Ramah and Herod: America’s Dual Role in Gun Violence Tragedies

“When Herod saw that he had been tricked by the magi, he was infuriated, and he sent and killed all the children in and around Bethlehem who were two years old or under, according to the time that he had learned from the magi. Then what had been spoken through the prophet Jeremiah was fulfilled: A voice was heard in Ramah, wailing and loud lamentation, Rachel weeping for her children; she refused to be consoled, because they are no more.’” (Matthew 2:16-18)

From Columbine, Uvalde, Sandy Hook, Annunciation Catholic Church, and so many more we can’t even remember we are all in Ramah with Rachel weeping for our children, inconsolable because they are no more. 

But for us Americans it is so much more complicated.  We are parents, grandparents, aunts and uncles, friends, cousins, neighbors, and total strangers who mourn yet more senseless violence, death, and trauma.  But we are also Herod.  There is blood on all of our hands because we have not done enough to end America’s love affair with guns.  We are the only nation in the western world where mass shootings are a regular occurrence, where young children and teachers have to go through the trauma of active shooter drills.  We now have a new generation of shooters who went through active shooter drills as children.  I wonder what impact those drills had on them.
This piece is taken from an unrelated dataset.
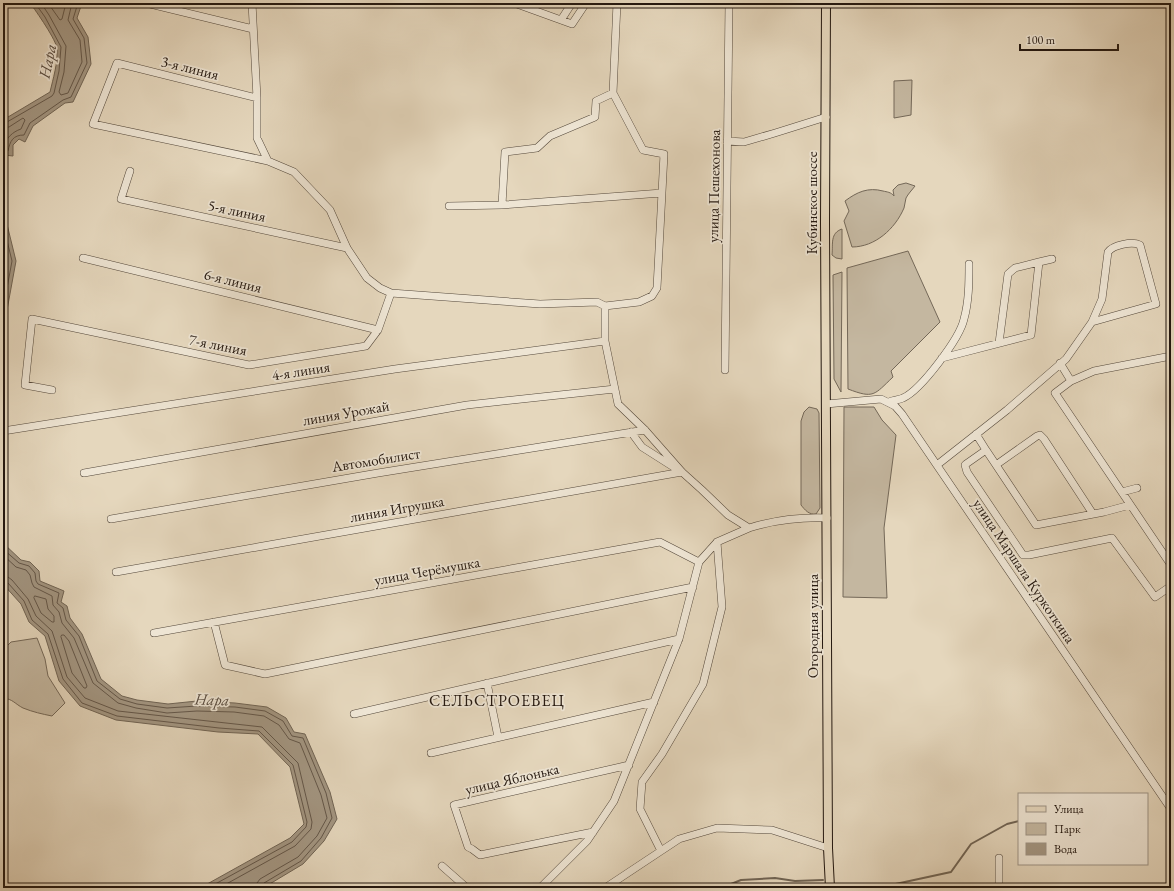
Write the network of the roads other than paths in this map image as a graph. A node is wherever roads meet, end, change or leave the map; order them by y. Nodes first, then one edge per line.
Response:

And yet our “leaders” refuse to restore assault weapons bans or institute reasonable gun control laws.

We claim to be the “land of the free and the home of the brave” when we are neither.  Our Second Amendment worshippers are so afraid of someone disagreeing with them that they need weapons of war to feel secure.  Our President is such a coward he needs tanks in the streets to prove how tough he is.  And none of us, not even young children praying in a sanctuary, a place defined as the ultimate place of safety, are free from random acts of cold blooded murder.

Yes, this is certainly a mental health problem on so many levels, starting with the fear and paranoia played upon for blood money by the NRA and the gun manufacturers.  It is their ill-gotten gains that bribe legislators to oppose gun control when those Senators and Congress people know fully well that the vast majority of us they supposedly represent support those controls.

And of course the shooters themselves need mental health help, but those same legislators who hide behind that excuse refuse to fund adequate mental health services.  Or worse they try to convince us that immigrants are the problem when we all see with our own eyes on TV that most of these shooters are angry, troubled, young white males. 

I am reminded of the great lament from Bob Dylan:

“Yes, and how many ears must one man have
Before he can hear people cry?
Yes, and how many deaths will it take ’til he knows
That too many people have died?

The answer, my friend, is blowin’ in the wind
The answer is blowin’ in the wind.”

Tonight that wind is blowing through empty bedrooms in Minneapolis, through hospital rooms where helpless parents pray beside young wounded bodies, and through every Ramah across the country where inconsolable Rachels weep for their children.

I only pray that wind is also blowing through the hearts of our country’s leaders till they realize we are all Herod too.